Anche l'Ue potrebbe passare all'attacco, anzi, alla difesa. Parliamo di una brusca inversione di marcia sulle strategie della globalizzazione agricola che hanno caratterizzato la politica comunitaria gli scorsi decenni. La ragione potrebbe essere la protezione ambientale e quindi le strategie per rallentare il riscaldamento globale.

Lo scorso 17 novembre la Commissione Europea ha presentato una regolamentazione per interdire l'importazione di soia, carni bovine, olio di palma, legname, cacao e caffè quando la produzione di questi contribuisca alla deforestazione.
La Francia, che ha peraltro siglato pochi giorni fa un accordo quadro strategico con l'Italia, vorrebbe che la cosiddetta "deforestazione importata" diventasse una priorità comunitaria durante la propria presidenza dell'Unione Europea a partire dal primo gennaio 2022.
Inoltre, diversi paesi dell'Ue (sempre capeggiati dalla Francia) si oppongono alla ratifica dei trattati commerciali con i paesi del Mercosur (Brasile, Argentina, Uruguay e Paraguay) adducendo sempre ragioni di carattere ambientale.

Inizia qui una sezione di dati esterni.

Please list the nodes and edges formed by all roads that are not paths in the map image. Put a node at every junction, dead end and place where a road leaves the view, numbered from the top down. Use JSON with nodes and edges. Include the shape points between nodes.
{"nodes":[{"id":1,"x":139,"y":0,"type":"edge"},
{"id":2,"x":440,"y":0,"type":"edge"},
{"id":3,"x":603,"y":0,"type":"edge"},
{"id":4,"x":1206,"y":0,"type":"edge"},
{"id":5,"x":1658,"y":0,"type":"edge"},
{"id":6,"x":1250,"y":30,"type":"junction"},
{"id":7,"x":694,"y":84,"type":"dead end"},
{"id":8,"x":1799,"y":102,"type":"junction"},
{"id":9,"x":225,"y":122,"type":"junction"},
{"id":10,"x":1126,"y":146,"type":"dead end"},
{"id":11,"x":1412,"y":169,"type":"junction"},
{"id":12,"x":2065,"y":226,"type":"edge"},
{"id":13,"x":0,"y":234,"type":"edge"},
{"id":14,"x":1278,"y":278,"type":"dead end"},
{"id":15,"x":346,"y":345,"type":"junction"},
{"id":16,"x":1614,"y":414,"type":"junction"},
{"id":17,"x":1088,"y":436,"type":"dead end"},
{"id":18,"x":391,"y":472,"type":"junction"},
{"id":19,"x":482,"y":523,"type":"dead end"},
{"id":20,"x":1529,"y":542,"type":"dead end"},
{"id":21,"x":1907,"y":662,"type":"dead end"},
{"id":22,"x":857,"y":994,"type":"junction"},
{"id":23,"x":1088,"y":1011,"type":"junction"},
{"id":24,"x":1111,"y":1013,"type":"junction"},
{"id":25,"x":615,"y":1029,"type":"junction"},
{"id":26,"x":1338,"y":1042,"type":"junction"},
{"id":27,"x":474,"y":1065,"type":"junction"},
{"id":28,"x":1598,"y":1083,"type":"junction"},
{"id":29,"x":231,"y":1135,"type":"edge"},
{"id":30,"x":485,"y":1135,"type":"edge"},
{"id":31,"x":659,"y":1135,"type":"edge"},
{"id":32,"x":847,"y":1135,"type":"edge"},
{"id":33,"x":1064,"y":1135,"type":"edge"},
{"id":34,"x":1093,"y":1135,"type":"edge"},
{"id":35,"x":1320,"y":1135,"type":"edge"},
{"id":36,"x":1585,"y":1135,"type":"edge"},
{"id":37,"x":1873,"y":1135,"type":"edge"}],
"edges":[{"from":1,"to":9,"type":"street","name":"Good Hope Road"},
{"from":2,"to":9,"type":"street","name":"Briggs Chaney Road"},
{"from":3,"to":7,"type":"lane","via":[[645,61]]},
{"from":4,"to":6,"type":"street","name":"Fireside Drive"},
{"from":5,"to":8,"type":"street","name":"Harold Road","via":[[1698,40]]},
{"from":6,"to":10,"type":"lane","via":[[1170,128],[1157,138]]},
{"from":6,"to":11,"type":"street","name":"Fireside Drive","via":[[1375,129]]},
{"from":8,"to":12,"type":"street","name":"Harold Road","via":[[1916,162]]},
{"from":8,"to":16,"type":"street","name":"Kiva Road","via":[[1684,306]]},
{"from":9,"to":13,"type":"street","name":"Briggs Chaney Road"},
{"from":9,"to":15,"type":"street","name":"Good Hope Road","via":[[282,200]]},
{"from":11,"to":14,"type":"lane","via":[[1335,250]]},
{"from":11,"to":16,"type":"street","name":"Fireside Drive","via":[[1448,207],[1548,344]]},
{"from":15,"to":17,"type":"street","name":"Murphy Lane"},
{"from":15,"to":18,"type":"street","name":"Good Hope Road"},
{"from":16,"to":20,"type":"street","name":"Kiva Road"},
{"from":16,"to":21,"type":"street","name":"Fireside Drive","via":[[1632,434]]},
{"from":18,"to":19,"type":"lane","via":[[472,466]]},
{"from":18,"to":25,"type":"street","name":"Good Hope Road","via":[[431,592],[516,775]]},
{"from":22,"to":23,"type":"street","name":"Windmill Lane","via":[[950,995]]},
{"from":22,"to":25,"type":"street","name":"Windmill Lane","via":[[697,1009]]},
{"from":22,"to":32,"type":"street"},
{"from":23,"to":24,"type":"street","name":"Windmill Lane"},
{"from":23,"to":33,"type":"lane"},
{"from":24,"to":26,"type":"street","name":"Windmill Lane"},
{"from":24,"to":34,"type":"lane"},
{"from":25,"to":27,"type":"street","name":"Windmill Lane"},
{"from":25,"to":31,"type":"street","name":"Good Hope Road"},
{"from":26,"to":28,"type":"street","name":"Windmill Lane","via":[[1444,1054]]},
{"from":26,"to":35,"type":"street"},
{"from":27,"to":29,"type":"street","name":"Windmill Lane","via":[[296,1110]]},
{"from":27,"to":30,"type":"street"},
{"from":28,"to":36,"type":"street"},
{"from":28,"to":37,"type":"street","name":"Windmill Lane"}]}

Tutte iniziative che sono state salutate con favore ovviamente dalle associazioni ambientaliste (che le hanno però giudicate non ancora sufficienti) ma anche dalle grandi catene della distribuzione al dettaglio continentali, come Carrefour, Auchan e Lidl che assieme a grandi gruppi industriali agroalimentari hanno firmato un manifesto contro la deforestazione legata alla coltivazione della soia. In effetti durante il Cop26 che si è tenuto a Glasgow è stato denunciato che, nel solo Brasile, la deforestazione è aumentata di ben il 22% nell'ultimo anno, arrivando a interessare 13mila km2: una tendenza molto evidente da quando è al potere il presidente Bolsonaro.

Che siano iniziative sinceramente "verdi" o più pragmaticamente protezionistiche poco interessa: gli agricoltori europei (forse) dovranno iniziare ad accendere le seminatrici.